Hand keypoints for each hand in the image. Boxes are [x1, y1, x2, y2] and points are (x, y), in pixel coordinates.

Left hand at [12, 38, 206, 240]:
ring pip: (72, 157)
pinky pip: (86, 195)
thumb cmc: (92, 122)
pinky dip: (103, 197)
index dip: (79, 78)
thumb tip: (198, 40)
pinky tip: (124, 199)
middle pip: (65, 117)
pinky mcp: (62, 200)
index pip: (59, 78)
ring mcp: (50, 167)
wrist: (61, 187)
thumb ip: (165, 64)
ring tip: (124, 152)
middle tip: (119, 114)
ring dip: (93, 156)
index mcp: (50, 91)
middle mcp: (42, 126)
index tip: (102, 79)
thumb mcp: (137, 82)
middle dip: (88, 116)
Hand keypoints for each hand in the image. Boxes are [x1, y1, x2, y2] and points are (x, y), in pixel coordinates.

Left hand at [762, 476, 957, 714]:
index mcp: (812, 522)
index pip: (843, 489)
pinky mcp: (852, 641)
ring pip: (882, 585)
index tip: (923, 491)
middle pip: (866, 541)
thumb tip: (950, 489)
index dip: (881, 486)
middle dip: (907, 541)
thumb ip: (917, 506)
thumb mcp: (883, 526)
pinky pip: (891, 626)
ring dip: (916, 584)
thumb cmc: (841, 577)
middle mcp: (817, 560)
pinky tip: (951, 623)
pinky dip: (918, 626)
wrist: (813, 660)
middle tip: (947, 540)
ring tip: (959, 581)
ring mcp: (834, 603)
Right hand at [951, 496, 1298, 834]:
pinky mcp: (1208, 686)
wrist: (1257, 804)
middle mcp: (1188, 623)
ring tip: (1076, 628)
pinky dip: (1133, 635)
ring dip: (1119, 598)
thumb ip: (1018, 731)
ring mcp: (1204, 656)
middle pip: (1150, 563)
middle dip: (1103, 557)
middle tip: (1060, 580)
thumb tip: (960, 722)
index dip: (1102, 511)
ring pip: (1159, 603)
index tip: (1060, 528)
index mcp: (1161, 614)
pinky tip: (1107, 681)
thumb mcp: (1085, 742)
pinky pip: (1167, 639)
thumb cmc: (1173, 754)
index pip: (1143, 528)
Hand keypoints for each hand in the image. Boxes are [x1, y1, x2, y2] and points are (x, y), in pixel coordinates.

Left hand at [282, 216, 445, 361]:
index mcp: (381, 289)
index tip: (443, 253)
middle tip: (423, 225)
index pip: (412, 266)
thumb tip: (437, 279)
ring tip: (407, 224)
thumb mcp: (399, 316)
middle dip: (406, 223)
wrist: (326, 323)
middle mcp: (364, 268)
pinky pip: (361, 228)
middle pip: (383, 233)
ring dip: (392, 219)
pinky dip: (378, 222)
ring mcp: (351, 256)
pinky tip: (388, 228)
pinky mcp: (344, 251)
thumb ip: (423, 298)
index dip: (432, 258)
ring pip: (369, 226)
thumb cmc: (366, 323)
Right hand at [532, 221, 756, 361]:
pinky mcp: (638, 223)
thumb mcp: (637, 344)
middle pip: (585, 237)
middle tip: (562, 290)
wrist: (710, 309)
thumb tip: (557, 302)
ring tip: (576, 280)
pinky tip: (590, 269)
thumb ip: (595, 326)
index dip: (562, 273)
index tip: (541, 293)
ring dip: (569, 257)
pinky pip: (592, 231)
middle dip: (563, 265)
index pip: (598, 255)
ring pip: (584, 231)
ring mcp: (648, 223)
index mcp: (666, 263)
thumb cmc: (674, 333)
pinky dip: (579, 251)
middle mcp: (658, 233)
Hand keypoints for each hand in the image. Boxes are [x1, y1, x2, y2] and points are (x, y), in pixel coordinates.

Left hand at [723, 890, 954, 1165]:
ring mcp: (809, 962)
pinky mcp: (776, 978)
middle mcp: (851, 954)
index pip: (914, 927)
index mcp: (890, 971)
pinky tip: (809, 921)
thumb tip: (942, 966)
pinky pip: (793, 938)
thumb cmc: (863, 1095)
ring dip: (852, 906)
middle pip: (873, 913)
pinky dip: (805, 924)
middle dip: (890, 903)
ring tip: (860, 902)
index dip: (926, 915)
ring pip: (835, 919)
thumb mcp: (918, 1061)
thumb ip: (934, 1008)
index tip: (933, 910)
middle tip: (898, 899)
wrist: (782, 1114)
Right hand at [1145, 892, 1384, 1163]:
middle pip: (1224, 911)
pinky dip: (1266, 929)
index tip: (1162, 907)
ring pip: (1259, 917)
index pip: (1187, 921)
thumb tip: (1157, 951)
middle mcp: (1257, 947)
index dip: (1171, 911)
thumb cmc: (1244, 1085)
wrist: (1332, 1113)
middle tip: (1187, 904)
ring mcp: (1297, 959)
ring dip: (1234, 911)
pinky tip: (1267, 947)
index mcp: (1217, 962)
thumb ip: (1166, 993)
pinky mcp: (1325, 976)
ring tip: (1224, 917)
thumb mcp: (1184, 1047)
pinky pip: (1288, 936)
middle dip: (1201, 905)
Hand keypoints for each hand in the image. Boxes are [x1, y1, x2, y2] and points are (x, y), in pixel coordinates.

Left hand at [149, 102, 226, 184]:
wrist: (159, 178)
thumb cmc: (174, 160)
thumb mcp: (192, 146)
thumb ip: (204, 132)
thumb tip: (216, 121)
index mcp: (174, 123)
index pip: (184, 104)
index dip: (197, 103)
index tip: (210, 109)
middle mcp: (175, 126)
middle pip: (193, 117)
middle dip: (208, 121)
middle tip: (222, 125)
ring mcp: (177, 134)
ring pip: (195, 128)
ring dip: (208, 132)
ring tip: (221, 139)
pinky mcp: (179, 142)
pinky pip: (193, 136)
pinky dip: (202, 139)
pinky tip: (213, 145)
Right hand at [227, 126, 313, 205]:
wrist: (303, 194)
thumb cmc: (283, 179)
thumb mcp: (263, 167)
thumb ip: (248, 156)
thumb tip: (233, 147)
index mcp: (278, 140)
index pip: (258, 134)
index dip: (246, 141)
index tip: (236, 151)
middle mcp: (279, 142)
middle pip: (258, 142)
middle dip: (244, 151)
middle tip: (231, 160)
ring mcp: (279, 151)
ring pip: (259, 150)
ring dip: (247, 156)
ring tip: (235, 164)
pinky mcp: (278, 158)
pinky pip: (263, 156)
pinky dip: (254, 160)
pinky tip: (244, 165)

## ACTIVITY
Every record, restated word for word, should make up your reply.

## WRITTEN RESPONSE
Hand keypoints for each hand in the image. Boxes are [x1, y1, x2, y2] and points are (x, y), in pixel coordinates.

Left hand at [12, 38, 206, 240]:
ring pip: (72, 157)
pinky pip: (86, 195)
thumb cmc: (92, 122)
pinky dip: (103, 197)
index dip: (79, 78)
thumb tip: (198, 40)
pinky tip: (124, 199)
middle pip: (65, 117)
pinky mcp: (62, 200)
index pip: (59, 78)
ring mcp: (50, 167)
wrist: (61, 187)
thumb ip: (165, 64)
ring tip: (124, 152)
middle tip: (119, 114)
ring dip: (93, 156)
index mcp: (50, 91)
middle mcp: (42, 126)
index tip: (102, 79)
thumb mcp: (137, 82)
middle dip: (88, 116)
Hand keypoints for each hand in the image. Boxes are [x1, y1, x2, y2] and points are (x, y), in pixel coordinates.

Left hand at [762, 476, 957, 714]:
index mcp: (812, 522)
index pip: (843, 489)
pinky mcp: (852, 641)
ring pip: (882, 585)
index tip: (923, 491)
middle pip: (866, 541)
thumb tip: (950, 489)
index dip: (881, 486)
middle dip: (907, 541)
thumb ip: (917, 506)
thumb mcp: (883, 526)
pinky pip: (891, 626)
ring dip: (916, 584)
thumb cmc: (841, 577)
middle mcp: (817, 560)
pinky tip: (951, 623)
pinky dip: (918, 626)
wrist: (813, 660)
middle tip: (947, 540)
ring tip: (959, 581)
ring mcp: (834, 603)
Right hand at [951, 496, 1298, 834]:
pinky mcp: (1208, 686)
wrist: (1257, 804)
middle mcp: (1188, 623)
ring tip: (1076, 628)
pinky dip: (1133, 635)
ring dip: (1119, 598)
thumb ip: (1018, 731)
ring mcp: (1204, 656)
middle pip: (1150, 563)
middle dip: (1103, 557)
middle tip: (1060, 580)
thumb tip: (960, 722)
index dip: (1102, 511)
ring pip: (1159, 603)
index tip: (1060, 528)
index mcp: (1161, 614)
pinky tip: (1107, 681)
thumb mcp: (1085, 742)
pinky pip: (1167, 639)
thumb cmc: (1173, 754)
index pip: (1143, 528)
Hand keypoints for each hand in the image. Boxes are [x1, y1, x2, y2] and points are (x, y), in pixel coordinates.

Left hand at [282, 216, 445, 361]:
index mcp: (381, 289)
index tip: (443, 253)
middle tip: (423, 225)
index pip: (412, 266)
thumb tip: (437, 279)
ring tip: (407, 224)
thumb mcp: (399, 316)
middle dip: (406, 223)
wrist: (326, 323)
middle mcp: (364, 268)
pinky pip: (361, 228)
middle pip: (383, 233)
ring dip: (392, 219)
pinky dip: (378, 222)
ring mcp: (351, 256)
pinky tip: (388, 228)
pinky mcp: (344, 251)
thumb ip: (423, 298)
index dip: (432, 258)
ring pip: (369, 226)
thumb cmc: (366, 323)
Right hand at [532, 221, 756, 361]:
pinky mcp: (638, 223)
thumb mcp: (637, 344)
middle pip: (585, 237)
middle tip: (562, 290)
wrist: (710, 309)
thumb tip: (557, 302)
ring tip: (576, 280)
pinky tip: (590, 269)
thumb ip: (595, 326)
index dip: (562, 273)
index tip: (541, 293)
ring dip: (569, 257)
pinky pip: (592, 231)
middle dip: (563, 265)
index pip: (598, 255)
ring pip: (584, 231)
ring mcp: (648, 223)
index mcp: (666, 263)
thumb cmc: (674, 333)
pinky dip: (579, 251)
middle mcp: (658, 233)
Hand keypoints for each hand in the image. Boxes are [x1, y1, x2, y2] and points are (x, y), in pixel coordinates.

Left hand at [723, 890, 954, 1165]:
ring mcp: (809, 962)
pinky mcp: (776, 978)
middle mcp: (851, 954)
index pip: (914, 927)
index mcp: (890, 971)
pinky tip: (809, 921)
thumb tip: (942, 966)
pinky pip: (793, 938)
thumb cmc: (863, 1095)
ring dip: (852, 906)
middle pip: (873, 913)
pinky dip: (805, 924)
middle dip: (890, 903)
ring tip: (860, 902)
index dip: (926, 915)
ring pip: (835, 919)
thumb mcp: (918, 1061)
thumb ip: (934, 1008)
index tip: (933, 910)
middle tip: (898, 899)
wrist: (782, 1114)
Right hand at [1145, 892, 1384, 1163]:
middle pip: (1224, 911)
pinky dip: (1266, 929)
index tip: (1162, 907)
ring pip: (1259, 917)
index pip: (1187, 921)
thumb tip: (1157, 951)
middle mcp: (1257, 947)
index dip: (1171, 911)
thumb cmc: (1244, 1085)
wrist: (1332, 1113)
middle tip: (1187, 904)
ring mcp: (1297, 959)
ring dip: (1234, 911)
pinky tip: (1267, 947)
index mcp: (1217, 962)
thumb ip: (1166, 993)
pinky mcp: (1325, 976)
ring tip: (1224, 917)
thumb mcp: (1184, 1047)
pinky pip: (1288, 936)
middle dip: (1201, 905)
Hand keypoints for each hand in the image. Boxes are [x1, y1, x2, y2] and points are (x, y), in pixel coordinates.

Left hand at [149, 102, 226, 184]:
wrist: (159, 178)
thumb cmc: (174, 160)
thumb mcp: (192, 146)
thumb ip: (204, 132)
thumb tip: (216, 121)
index mcp: (174, 123)
index pip: (184, 104)
index dip: (197, 103)
index tip: (210, 109)
middle mcp: (175, 126)
middle pip: (193, 117)
middle dip: (208, 121)
middle tip: (222, 125)
ring mcp: (177, 134)
ring pip: (195, 128)
ring dip: (208, 132)
ring tip: (221, 139)
pinky mcp: (179, 142)
pinky pip: (193, 136)
pinky dip: (202, 139)
pinky tip: (213, 145)
Right hand at [227, 126, 313, 205]:
wrist: (303, 194)
thumb cmc: (283, 179)
thumb mcp: (263, 167)
thumb ip: (248, 156)
thumb tip: (233, 147)
index mcp: (278, 140)
index pip: (258, 134)
index dip: (246, 141)
index tip: (236, 151)
middle mcp: (279, 142)
middle pip: (258, 142)
middle dip: (244, 151)
middle tip: (231, 160)
ring mcp: (279, 151)
ring pip: (259, 150)
ring dip: (247, 156)
ring tip: (235, 164)
pinky mcp: (278, 158)
pinky pip: (263, 156)
pinky dip: (254, 160)
pinky tip: (244, 165)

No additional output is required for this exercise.